The plutocracy does not want a troublemaker in the Oval Office and it will use violence to prevent that from happening. After all, this is a plutocracy that routinely has used the CIA to remove elected heads of state in foreign countries when it felt they threatened its interests. Does it make any sense to believe that this same plutocracy would refrain from violence if it thought its power in the United States, itself, was threatened?

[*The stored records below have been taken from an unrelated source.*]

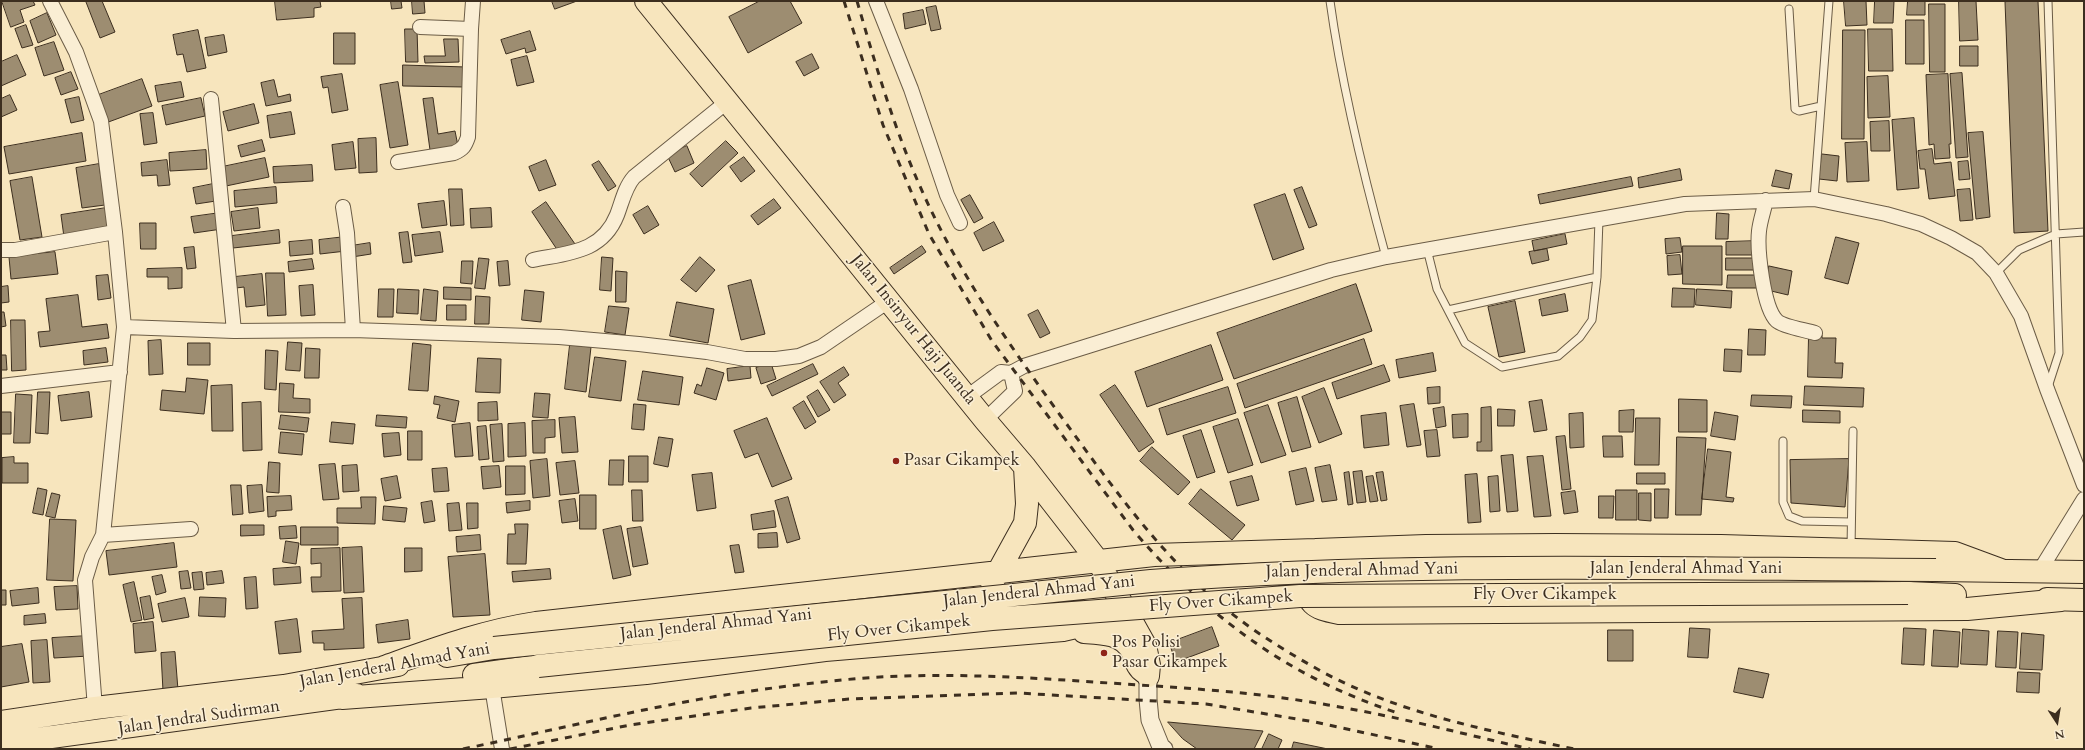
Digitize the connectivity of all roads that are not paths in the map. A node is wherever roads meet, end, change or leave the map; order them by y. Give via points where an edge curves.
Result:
1 (50, 1) edge
2 (474, 1) edge
3 (646, 1) edge
4 (876, 1) edge
5 (1330, 1) edge
6 (1829, 1) edge
7 (2048, 1) edge
8 (1789, 9) dead end
9 (420, 27) dead end
10 (471, 29) junction
11 (211, 99) dead end
12 (728, 101) junction
13 (1821, 106) junction
14 (398, 162) dead end
15 (1814, 199) junction
16 (1766, 200) junction
17 (343, 207) dead end
18 (1598, 219) junction
19 (960, 224) dead end
20 (115, 232) junction
21 (2084, 232) edge
22 (2056, 234) junction
23 (1427, 249) junction
24 (1, 250) edge
25 (1386, 257) junction
26 (533, 260) dead end
27 (1996, 273) junction
28 (1597, 277) junction
29 (890, 300) junction
30 (1448, 310) junction
31 (124, 327) junction
32 (353, 330) junction
33 (234, 332) junction
34 (1815, 333) dead end
35 (120, 372) junction
36 (1012, 373) junction
37 (1, 386) edge
38 (2047, 389) junction
39 (967, 397) junction
40 (985, 420) junction
41 (1853, 431) dead end
42 (1783, 441) dead end
43 (1025, 467) junction
44 (2084, 485) edge
45 (2084, 499) edge
46 (1851, 522) junction
47 (191, 529) dead end
48 (103, 534) junction
49 (1316, 550) junction
50 (1851, 551) junction
51 (1098, 561) junction
52 (2001, 570) junction
53 (2039, 572) junction
54 (2084, 572) edge
55 (996, 573) junction
56 (2061, 600) junction
57 (2084, 600) edge
58 (1129, 615) junction
59 (1063, 630) junction
60 (1016, 634) junction
61 (538, 666) joint
62 (384, 667) junction
63 (1148, 676) junction
64 (492, 687) junction
65 (342, 698) junction
66 (95, 708) junction
67 (1, 722) edge
68 (1, 744) edge
69 (1161, 748) edge
70 (502, 749) edge

1 - 20 street via 76,52 101,121
2 - 10 street
3 - 12 highway, Jalan Insinyur Haji Juanda
4 - 19 street
5 - 25 lane via 1355,135
6 - 13 lane
7 - 22 lane
8 - 13 lane via 1795,108 1798,111
9 - 10 street
10 - 14 street via 466,144 454,153
11 - 33 street
12 - 26 street via 627,184 616,218 601,240 578,251
12 - 29 highway, Jalan Insinyur Haji Juanda
13 - 15 lane
15 - 16 street
15 - 27 street via 1921,224 1977,253
16 - 18 street via 1685,204
16 - 34 street via 1759,231 1759,247 1766,297 1772,314 1780,323
17 - 32 street
18 - 23 street
18 - 28 lane
20 - 24 street via 15,250
20 - 31 street
21 - 22 lane
22 - 27 lane via 2019,250
22 - 38 lane via 2059,354
23 - 25 street
23 - 30 lane via 1437,289
25 - 36 street via 1331,270 1024,366
27 - 38 street via 2021,316
28 - 30 lane
28 - 30 lane via 1592,320 1580,337 1558,356 1502,367 1465,343
29 - 32 street via 820,347 799,356 776,359 745,359 707,352 559,337
29 - 39 highway, Jalan Insinyur Haji Juanda
31 - 33 street
31 - 35 street
32 - 33 street
35 - 37 street
35 - 48 street
36 - 39 street via 1001,372
36 - 40 street via 1015,391
38 - 44 street
39 - 40 highway, Jalan Insinyur Haji Juanda
40 - 43 highway, Jalan Insinyur Haji Juanda
41 - 46 lane
42 - 46 lane via 1783,502 1789,516 1802,521
43 - 51 highway, Jalan Insinyur Haji Juanda
43 - 55 highway via 1025,523
45 - 53 street
46 - 50 lane
47 - 48 street
48 - 66 street via 85,580
49 - 50 highway via 1555,545 1721,546
49 - 51 highway via 1168,554
49 - 56 highway via 1302,576 1308,599 1318,608 1339,613 1967,609
50 - 52 highway via 1954,553
51 - 55 highway
51 - 58 highway, Jalan Insinyur Haji Juanda
52 - 53 highway, Jalan Jenderal Ahmad Yani
52 - 62 highway, Jalan Jenderal Ahmad Yani, bridge via 1512,568 1255,573 1151,581 494,648
53 - 54 highway, Jalan Jenderal Ahmad Yani
55 - 60 highway via 990,591 991,610 995,618
55 - 62 highway via 500,628
56 - 57 highway
56 - 61 highway, Fly Over Cikampek, bridge via 1908,594 1300,596 992,619
58 - 59 highway
58 - 63 highway, Jalan Insinyur Haji Juanda via 1145,645 1149,665
59 - 60 highway
59 - 63 highway via 1112,634 1131,649 1139,669
60 - 64 highway via 825,650 646,673
61 - 65 highway, Jalan Jendral Sudirman
62 - 66 highway, Jalan Jenderal Ahmad Yani via 284,686
63 - 69 street via 1150,720
64 - 65 highway
64 - 70 street
65 - 68 highway, Jalan Jendral Sudirman
66 - 67 highway, Jalan Jenderal Ahmad Yani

Eisenhower, using the CIA, had Patrice Lumumba assassinated. The CIA helped orchestrate the killing of Allende in Chile. The CIA removed Iran's democratically elected* liberal prime minister Mossedegh. The CIA removed Guatemala's liberal reformer and democratically elected* president, Arbenz. The CIA killed JFK. All of these killings and removals of elected heads of state (and more) were done because the people who control the CIA--the billionaire class--wanted them to be done. Presidents who objected (like JFK) to what the billionaire class wanted got killed as well. Can one seriously believe that a Jill Stein in the Oval Office would fare any better against the CIA than Lumumba and Allende and Mossedegh and Arbenz and JFK? Really?

So, Why Does the Plutocracy Hold Elections?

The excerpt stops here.